'My horse knew I had brain cancer before I did'
A woman has told how she truly believes her pet horse was trying to tell her she had cancer.
Kelly Ann Alexander, from Blackburn in West Lothian, said she was puzzled why Aliyana paid so much attention to the right-hand side of her head.
Following several seizures, the 43-year-old was eventually diagnosed with two brain tumours in 2015.
She has since recovered after having had an operation, radiotherapy and chemotherapy.
Mrs Alexander, who still has a weak left side, said she would never give up her horse, which was a wedding present.
She told BBC Scotland's Mornings with Kaye Adams programme: "I couldn't work out why she was trying to sniff my head.
"I was trying to think did I have different shampoo? But I always had the same shampoo and she kept sniffing the right hand side of my head.
"I've got a special bond with Aliyana and I will never give her up as she is part of the family now."
Mrs Alexander said she had previously suffered seizures but her brain tumour was not diagnosed until later.
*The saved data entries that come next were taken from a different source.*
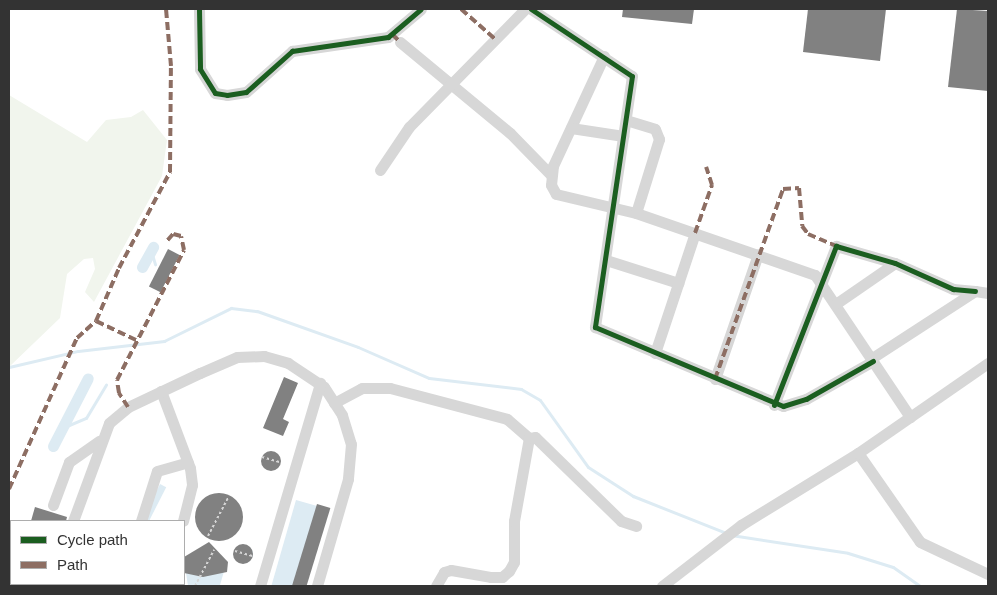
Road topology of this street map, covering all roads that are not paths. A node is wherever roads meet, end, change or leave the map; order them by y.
1 (200, 9) edge
2 (421, 9) edge
3 (524, 9) edge
4 (531, 9) edge
5 (400, 42) dead end
6 (604, 56) junction
7 (448, 85) junction
8 (626, 120) junction
9 (572, 128) junction
10 (623, 136) junction
11 (380, 170) dead end
12 (550, 175) junction
13 (612, 206) junction
14 (636, 213) junction
15 (696, 233) junction
16 (758, 254) junction
17 (606, 260) junction
18 (895, 263) junction
19 (821, 278) junction
20 (678, 284) junction
21 (975, 291) junction
22 (988, 293) edge
23 (837, 304) junction
24 (655, 353) junction
25 (873, 360) junction
26 (988, 363) edge
27 (715, 379) junction
28 (320, 383) junction
29 (161, 391) junction
30 (334, 403) junction
31 (774, 405) junction
32 (910, 417) junction
33 (529, 438) junction
34 (99, 441) junction
35 (858, 453) junction
36 (188, 462) junction
37 (53, 506) dead end
38 (73, 520) edge
39 (140, 520) edge
40 (183, 520) edge
41 (636, 526) dead end
42 (988, 574) edge
43 (260, 586) edge
44 (317, 586) edge
45 (436, 586) edge
46 (662, 586) edge

1 - 2 street
3 - 7 street
4 - 6 street
5 - 7 street
6 - 8 street
6 - 9 street
7 - 11 street
7 - 12 street
8 - 10 street
8 - 14 street
9 - 10 street
9 - 12 street
10 - 13 street
12 - 13 street
13 - 14 street
13 - 17 street
14 - 15 street
15 - 16 street
15 - 20 street
16 - 19 street
16 - 27 street
17 - 20 street
17 - 24 street
18 - 19 street
18 - 21 street
18 - 23 street
19 - 23 street
19 - 31 street
20 - 24 street
21 - 22 street
21 - 25 street
23 - 25 street
24 - 27 street
25 - 31 street
25 - 32 street
26 - 32 street
27 - 31 street
28 - 29 street
28 - 30 street
28 - 43 street
29 - 34 street
29 - 36 street
30 - 33 street
30 - 44 street
32 - 35 street
33 - 41 street
33 - 45 street
34 - 37 street
34 - 38 street
35 - 42 street
35 - 46 street
36 - 39 street
36 - 40 street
She said: "When I was taken to hospital after collapsing with a seizure the doctors more or less said it was an alcohol problem and they told me to go to my GP when I had sobered up.
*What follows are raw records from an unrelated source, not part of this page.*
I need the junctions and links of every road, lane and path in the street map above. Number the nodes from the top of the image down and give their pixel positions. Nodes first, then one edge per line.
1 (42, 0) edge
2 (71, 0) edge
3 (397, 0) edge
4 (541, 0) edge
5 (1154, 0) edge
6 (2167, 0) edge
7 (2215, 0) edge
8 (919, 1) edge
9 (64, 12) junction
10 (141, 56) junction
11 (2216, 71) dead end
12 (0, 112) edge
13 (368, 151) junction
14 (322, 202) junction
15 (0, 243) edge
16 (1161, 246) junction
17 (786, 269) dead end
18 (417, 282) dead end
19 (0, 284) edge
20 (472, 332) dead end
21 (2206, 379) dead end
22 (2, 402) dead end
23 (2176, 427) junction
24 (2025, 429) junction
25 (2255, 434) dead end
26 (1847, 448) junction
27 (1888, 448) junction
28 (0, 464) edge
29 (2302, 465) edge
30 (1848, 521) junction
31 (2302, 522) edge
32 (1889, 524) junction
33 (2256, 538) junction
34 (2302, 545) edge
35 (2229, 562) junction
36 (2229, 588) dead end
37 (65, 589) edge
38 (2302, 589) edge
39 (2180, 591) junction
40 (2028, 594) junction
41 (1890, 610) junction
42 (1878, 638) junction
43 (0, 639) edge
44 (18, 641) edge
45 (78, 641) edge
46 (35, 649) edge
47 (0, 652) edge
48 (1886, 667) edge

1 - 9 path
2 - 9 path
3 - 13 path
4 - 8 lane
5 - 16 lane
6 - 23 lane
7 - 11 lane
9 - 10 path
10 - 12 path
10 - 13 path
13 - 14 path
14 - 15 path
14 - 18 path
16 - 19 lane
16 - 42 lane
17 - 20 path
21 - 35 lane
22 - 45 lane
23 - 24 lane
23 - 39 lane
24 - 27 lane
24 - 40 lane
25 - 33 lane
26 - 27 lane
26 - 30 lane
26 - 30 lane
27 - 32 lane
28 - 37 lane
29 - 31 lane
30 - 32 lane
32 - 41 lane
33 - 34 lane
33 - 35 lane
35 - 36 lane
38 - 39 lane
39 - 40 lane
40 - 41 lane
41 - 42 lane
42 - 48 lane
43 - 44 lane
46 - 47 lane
"I had never had a drink for weeks though.
"At worst I thought I had epilepsy, never did I think I had two brain tumours."
Hugh Adams, Brain Tumour Research's charity spokesman, said he had heard of similar stories where animals appear to detect cancers.
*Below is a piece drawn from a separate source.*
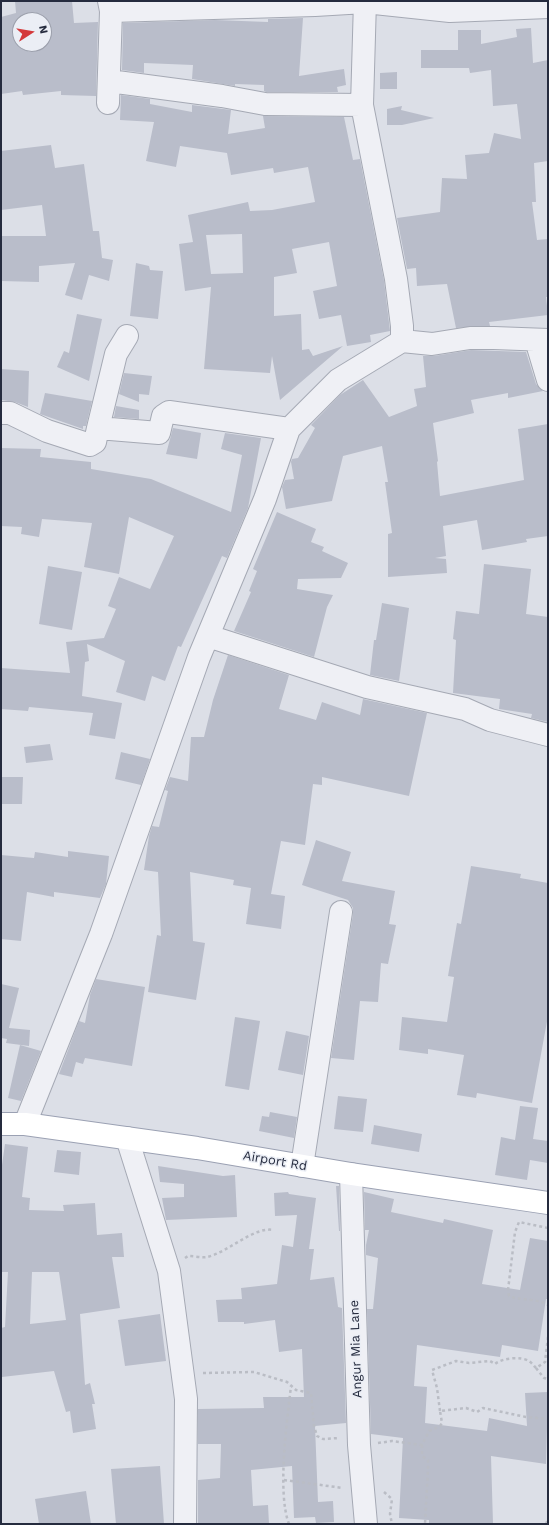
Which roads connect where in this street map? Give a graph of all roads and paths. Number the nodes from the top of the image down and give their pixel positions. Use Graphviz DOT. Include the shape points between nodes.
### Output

He added: "What was really interesting with what Kelly Ann has been saying was the problems of her own route to diagnosis through her doctors.
"That is truly shocking to be told to go home and sober up.
"It is something we hear about all too frequently because brain tumours are comparatively rare and the route to diagnosis can be problematic because GPs don't know enough about the symptoms."
Symptoms of brain tumours include headaches, vision problems, nausea, seizures, personality changes or changes to the senses.